PROVIDED MATERIAL section start
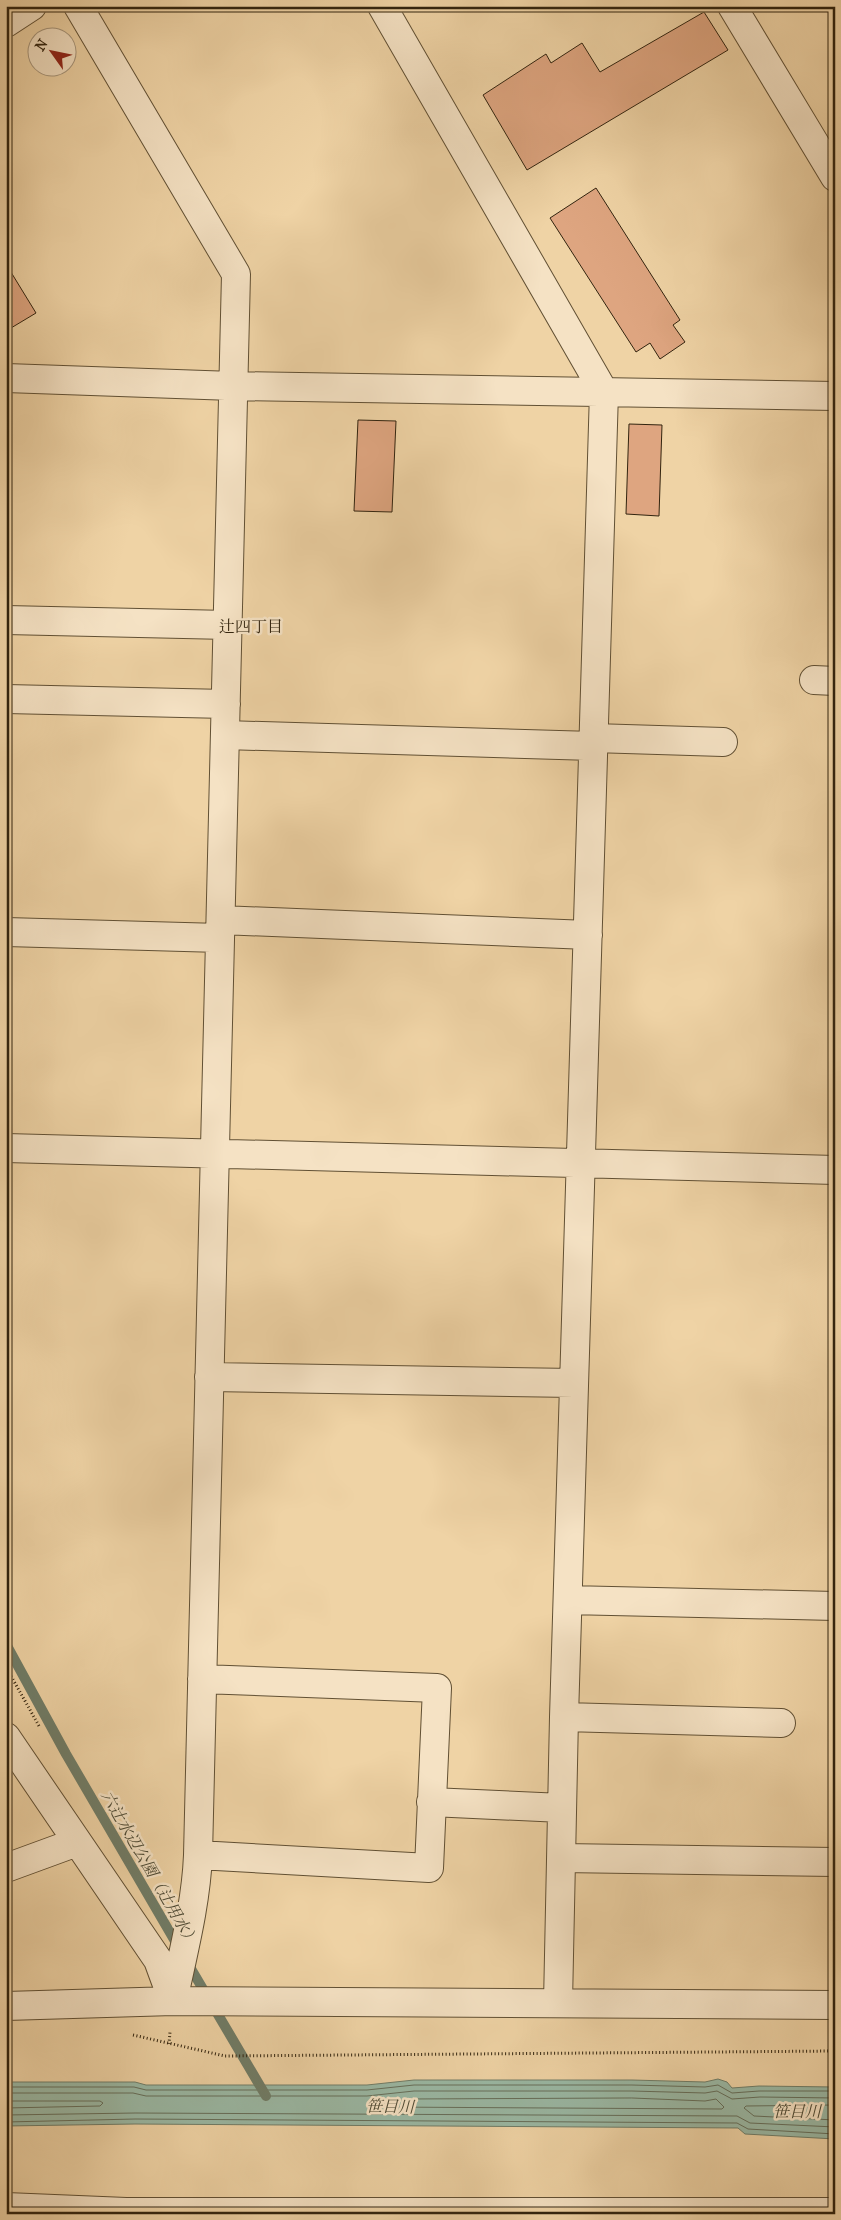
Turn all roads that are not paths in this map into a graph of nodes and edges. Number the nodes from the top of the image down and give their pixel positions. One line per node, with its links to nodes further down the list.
1 (32, 6): 5 (street)
2 (78, 6): 8 (street)
3 (382, 6): 9 (street)
4 (732, 6): 6 (street)
5 (6, 23)
6 (835, 177)
7 (6, 378): 8 (street)
8 (233, 386): 9 (street); 12 (street)
9 (604, 392): 10 (street); 16 (street)
10 (835, 396)
11 (6, 620): 12 (street)
12 (228, 625): 14 (street)
13 (6, 699): 14 (street)
14 (226, 704): 15 (street)
15 (225, 735): 16 (street); 18 (street)
16 (593, 742): 17 (street); 20 (street)
17 (723, 742)
18 (220, 929): 19 (street); 20 (street); 22 (street)
19 (6, 932)
20 (588, 935): 23 (street)
21 (6, 1148): 22 (street)
22 (215, 1154): 23 (street); 25 (street)
23 (581, 1163): 24 (street); 26 (street)
24 (835, 1170)
25 (209, 1376): 26 (street); 29 (street)
26 (574, 1383): 27 (street)
27 (568, 1600): 28 (street); 30 (street)
28 (835, 1606)
29 (202, 1679): 33 (street); 36 (street)
30 (564, 1717): 31 (street); 34 (street)
31 (781, 1723)
32 (6, 1737): 35 (street)
33 (431, 1802): 34 (street); 36 (street)
34 (562, 1808): 37 (street)
35 (77, 1842): 39 (street); 40 (street)
36 (198, 1855): 40 (street)
37 (562, 1858): 38 (street); 41 (street)
38 (835, 1862)
39 (6, 1868)
40 (173, 2001): 41 (street); 43 (street)
41 (558, 2003): 42 (street)
42 (835, 2004)
43 (6, 2006)
44 (6, 2207): 45 (street)
45 (825, 2213)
PROVIDED MATERIAL section end
● DESCRIPTION OF THE TASK:
An exact reproduction of all the records is required, with no pictures included.

● FINISHED TASK:
Turn all roads that are not paths in this map into a graph of nodes and edges. Number the nodes from the top of the image down and give their pixel positions. One line per node, with its links to nodes further down the list.
1 (32, 6): 5 (street)
2 (78, 6): 8 (street)
3 (382, 6): 9 (street)
4 (732, 6): 6 (street)
5 (6, 23)
6 (835, 177)
7 (6, 378): 8 (street)
8 (233, 386): 9 (street); 12 (street)
9 (604, 392): 10 (street); 16 (street)
10 (835, 396)
11 (6, 620): 12 (street)
12 (228, 625): 14 (street)
13 (6, 699): 14 (street)
14 (226, 704): 15 (street)
15 (225, 735): 16 (street); 18 (street)
16 (593, 742): 17 (street); 20 (street)
17 (723, 742)
18 (220, 929): 19 (street); 20 (street); 22 (street)
19 (6, 932)
20 (588, 935): 23 (street)
21 (6, 1148): 22 (street)
22 (215, 1154): 23 (street); 25 (street)
23 (581, 1163): 24 (street); 26 (street)
24 (835, 1170)
25 (209, 1376): 26 (street); 29 (street)
26 (574, 1383): 27 (street)
27 (568, 1600): 28 (street); 30 (street)
28 (835, 1606)
29 (202, 1679): 33 (street); 36 (street)
30 (564, 1717): 31 (street); 34 (street)
31 (781, 1723)
32 (6, 1737): 35 (street)
33 (431, 1802): 34 (street); 36 (street)
34 (562, 1808): 37 (street)
35 (77, 1842): 39 (street); 40 (street)
36 (198, 1855): 40 (street)
37 (562, 1858): 38 (street); 41 (street)
38 (835, 1862)
39 (6, 1868)
40 (173, 2001): 41 (street); 43 (street)
41 (558, 2003): 42 (street)
42 (835, 2004)
43 (6, 2006)
44 (6, 2207): 45 (street)
45 (825, 2213)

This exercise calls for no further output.